As you climb the steps bordered by beautiful stone masonry, you might feel like you are ascending to heaven, or the home of a “Precious Angle”, a translation for Manee Dheva. Up above are two meticulously built teak open pavilions, or salas, with contrasting yet harmonizing roof designs. The posts upon which the gables rest are mammoth teak timbers, which hundreds of years ago stood tall and proud in the northern forests. The intricate ceiling frameworks of rafters, purlins, collars and ridge posts are like a mesmerizing sculpture.

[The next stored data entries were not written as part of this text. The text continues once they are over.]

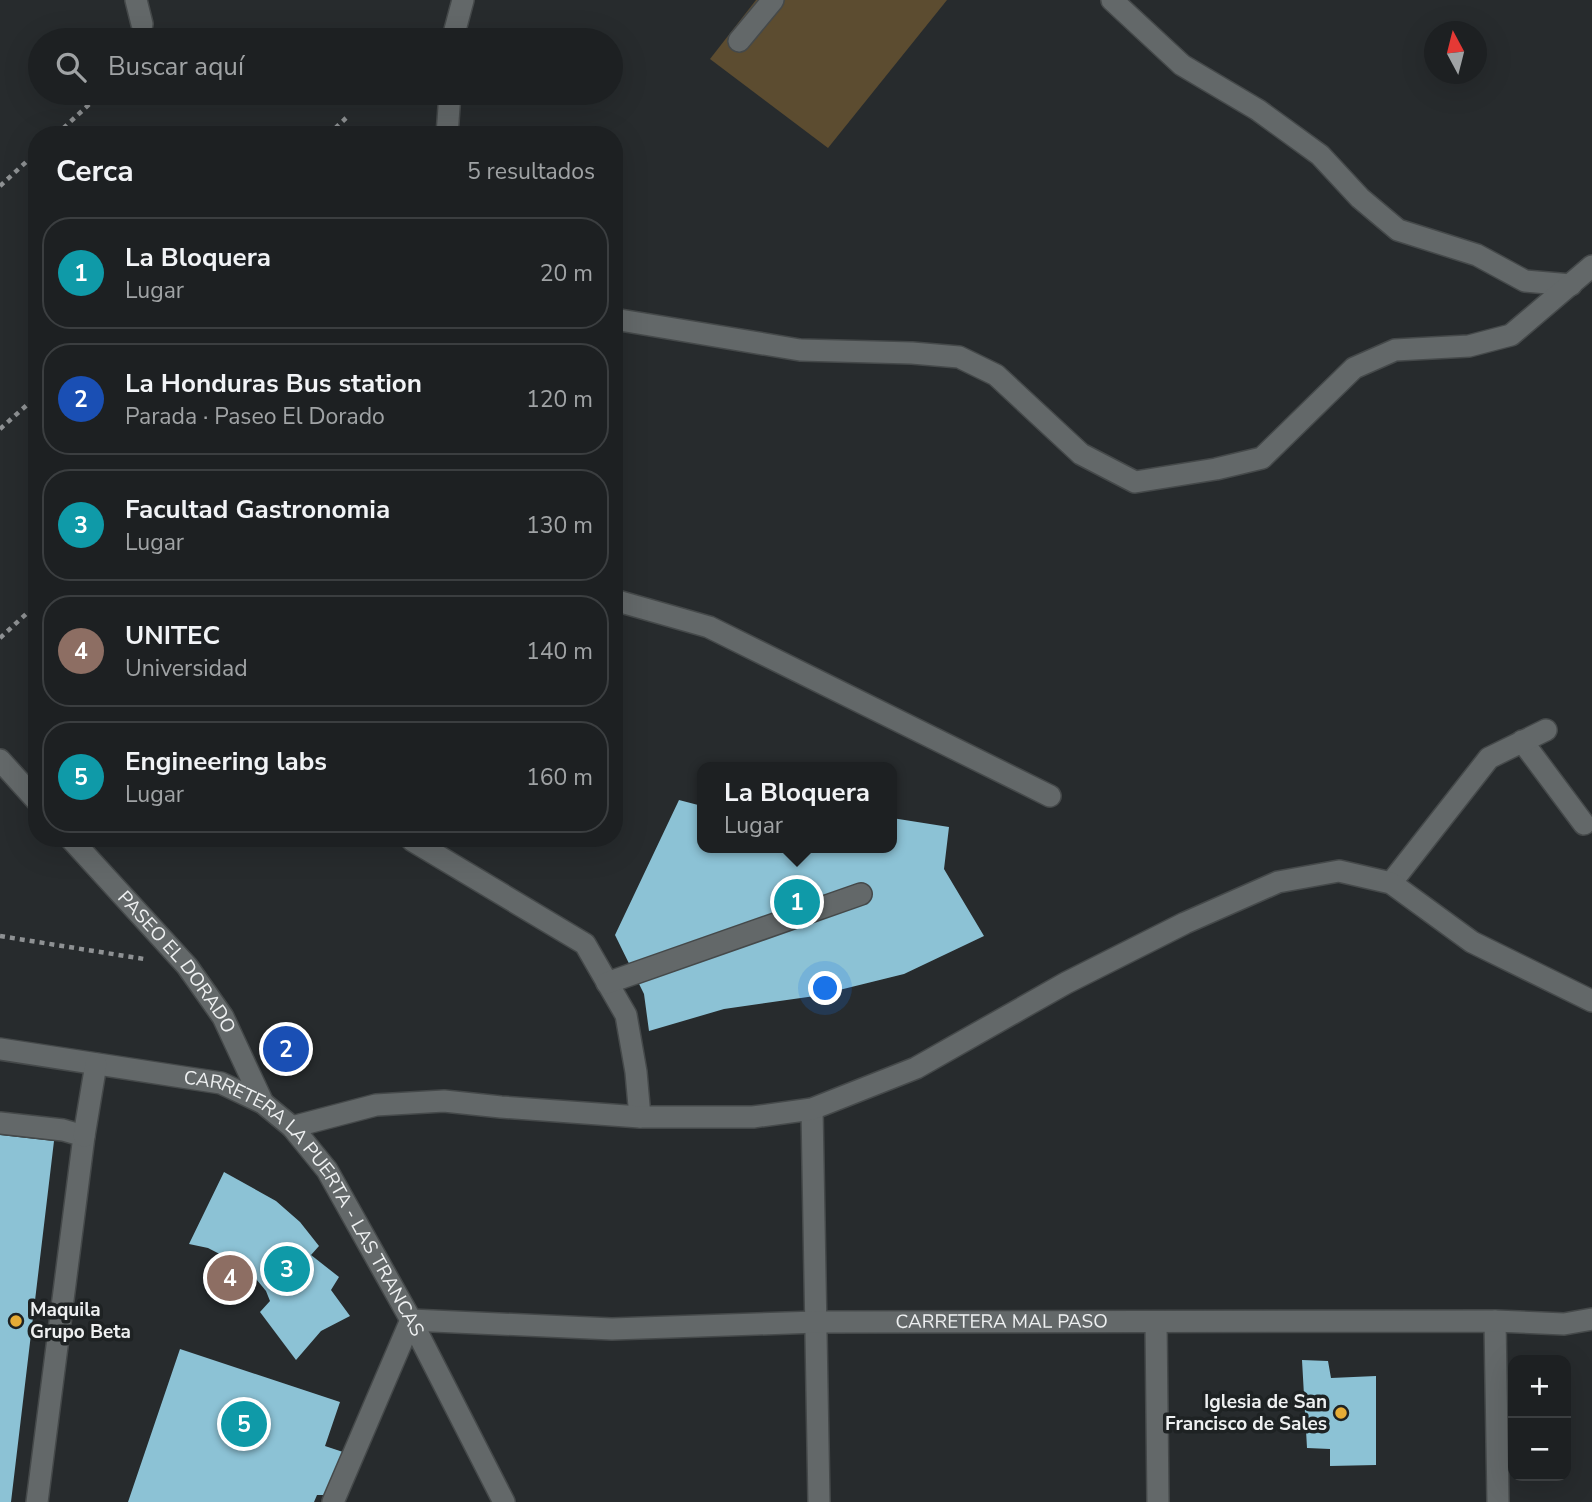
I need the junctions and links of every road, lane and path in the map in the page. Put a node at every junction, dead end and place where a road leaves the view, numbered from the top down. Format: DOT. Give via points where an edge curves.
graph roads {
  1 [pos="136,0"];
  2 [pos="463,0"];
  3 [pos="773,0"];
  4 [pos="1112,0"];
  5 [pos="142,24"];
  6 [pos="456,28"];
  7 [pos="739,41"];
  8 [pos="88,105"];
  9 [pos="449,105"];
  10 [pos="346,118"];
  11 [pos="65,126"];
  12 [pos="338,126"];
  13 [pos="448,126"];
  14 [pos="28,160"];
  15 [pos="0,186"];
  16 [pos="1592,266"];
  17 [pos="1572,285"];
  18 [pos="623,320"];
  19 [pos="28,404"];
  20 [pos="0,429"];
  21 [pos="623,603"];
  22 [pos="28,612"];
  23 [pos="0,638"];
  24 [pos="1546,730"];
  25 [pos="1522,741"];
  26 [pos="0,760"];
  27 [pos="28,791"];
  28 [pos="1051,796"];
  29 [pos="1584,824"];
  30 [pos="78,847"];
  31 [pos="423,847"];
  32 [pos="1391,883"];
  33 [pos="861,894"];
  34 [pos="0,936"];
  35 [pos="187,966"];
  36 [pos="607,983"];
  37 [pos="1592,1001"];
  38 [pos="0,1049"];
  39 [pos="96,1064"];
  40 [pos="263,1103"];
  41 [pos="812,1109"];
  42 [pos="640,1117"];
  43 [pos="0,1123"];
  44 [pos="292,1127"];
  45 [pos="84,1136"];
  46 [pos="1592,1319"];
  47 [pos="411,1320"];
  48 [pos="1495,1321"];
  49 [pos="817,1322"];
  50 [pos="1156,1322"];
  51 [pos="37,1502"];
  52 [pos="333,1502"];
  53 [pos="504,1502"];
  54 [pos="819,1502"];
  55 [pos="1157,1502"];
  56 [pos="1498,1502"];
  1 -- 5 [label="street"];
  2 -- 6 [label="street"];
  3 -- 7 [label="street"];
  4 -- 17 [label="street" via="1182,65 1258,110 1320,155 1398,230 1477,255 1525,281"];
  8 -- 11 [label="path"];
  9 -- 13 [label="street"];
  10 -- 12 [label="path"];
  14 -- 15 [label="path"];
  16 -- 17 [label="street"];
  17 -- 18 [label="street" via="1511,335 1469,346 1395,350 1354,368 1262,458 1135,482 1081,454 996,375 959,357 800,350"];
  19 -- 20 [label="path"];
  21 -- 28 [label="street" via="709,627"];
  22 -- 23 [label="path"];
  24 -- 25 [label="street"];
  25 -- 29 [label="street"];
  25 -- 32 [label="street" via="1489,758"];
  26 -- 27 [label="street"];
  30 -- 35 [label="street, PASEO EL DORADO"];
  31 -- 36 [label="street" via="585,944"];
  32 -- 37 [label="street" via="1472,942"];
  32 -- 41 [label="street" via="1339,871 1278,882 1066,983 916,1068"];
  33 -- 36 [label="street"];
  34 -- 35 [label="path"];
  35 -- 40 [label="street, PASEO EL DORADO" via="223,1017"];
  36 -- 42 [label="street" via="626,1015"];
  38 -- 39 [label="street, CARRETERA LA PUERTA - LAS TRANCAS"];
  39 -- 40 [label="street, CARRETERA LA PUERTA - LAS TRANCAS" via="222,1083"];
  39 -- 45 [label="street"];
  40 -- 44 [label="street, CARRETERA LA PUERTA - LAS TRANCAS"];
  41 -- 42 [label="street" via="753,1116"];
  41 -- 49 [label="street"];
  42 -- 44 [label="street" via="444,1101 376,1105"];
  43 -- 45 [label="street"];
  44 -- 47 [label="street, CARRETERA LA PUERTA - LAS TRANCAS" via="327,1170"];
  45 -- 51 [label="street"];
  46 -- 48 [label="street, CARRETERA MAL PASO" via="1564,1324"];
  47 -- 49 [label="street, CARRETERA MAL PASO" via="612,1329"];
  47 -- 52 [label="street"];
  47 -- 53 [label="street, CARRETERA LA PUERTA - LAS TRANCAS"];
  48 -- 50 [label="street, CARRETERA MAL PASO"];
  48 -- 56 [label="street"];
  49 -- 50 [label="street, CARRETERA MAL PASO"];
  49 -- 54 [label="street"];
  50 -- 55 [label="street"];
}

The larger of the two salas serves as the dining room with massive teak tables, each made from a single plank cut from the trunk of fallen tree. Then there are comfortable cushioned seating or long wooden benches. The second sala has been designed as a cosy lounge with a long bar running the length of the far side of the space and comfortable, high back bar stools with the remainder of the room a selection of different sets of stylish, wicker, rattan furnishings to accommodate loving couples and small, intimate groups. Both pavilions are built on wooden platforms, the dark floors made with planks from old, traditional teak homes. The entire upper deck is then completed with a soothing, cool terracotta tile.

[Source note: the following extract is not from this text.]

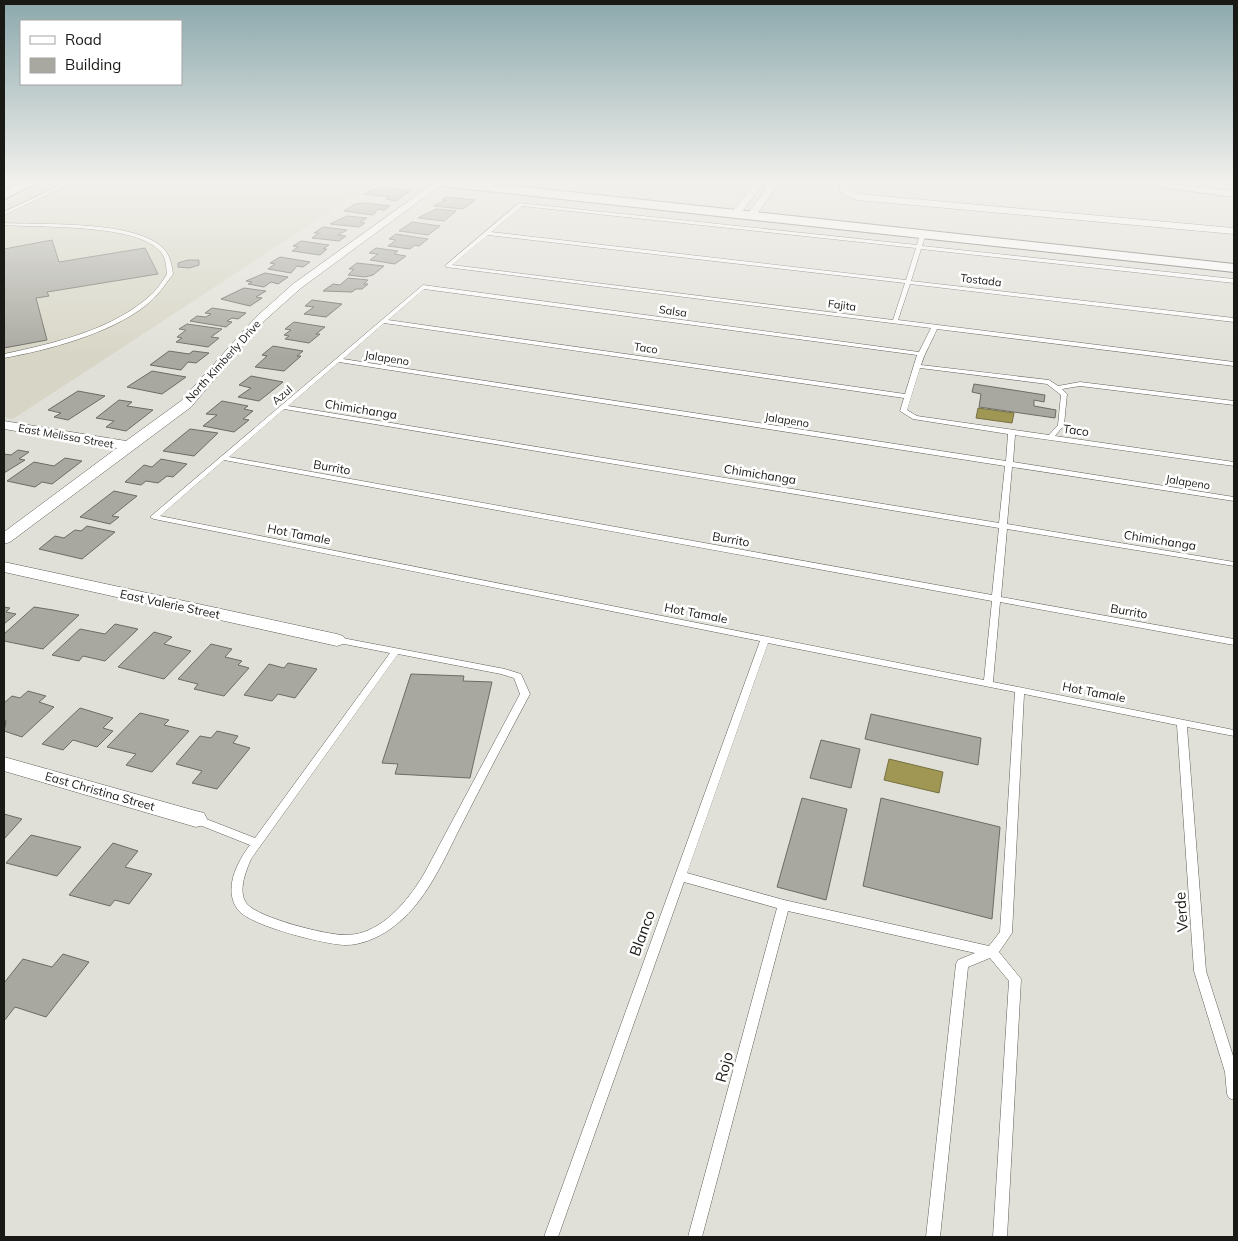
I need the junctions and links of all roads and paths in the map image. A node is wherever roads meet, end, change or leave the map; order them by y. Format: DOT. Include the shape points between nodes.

Beside the dining pavilion is a wading or reflecting pool mirroring the surrounding greenery and teak structures, and a few steps to below bring you to a beautiful infinity pool set into a white tile deck with a white stucco bathhouse that all together reminds one of a Greek island escape.
A short walk from this resort headquarters will bring you to the village of 10 cottages, all built above and in the midst of serene, lush rice paddy and connected by a winding bridge walkway.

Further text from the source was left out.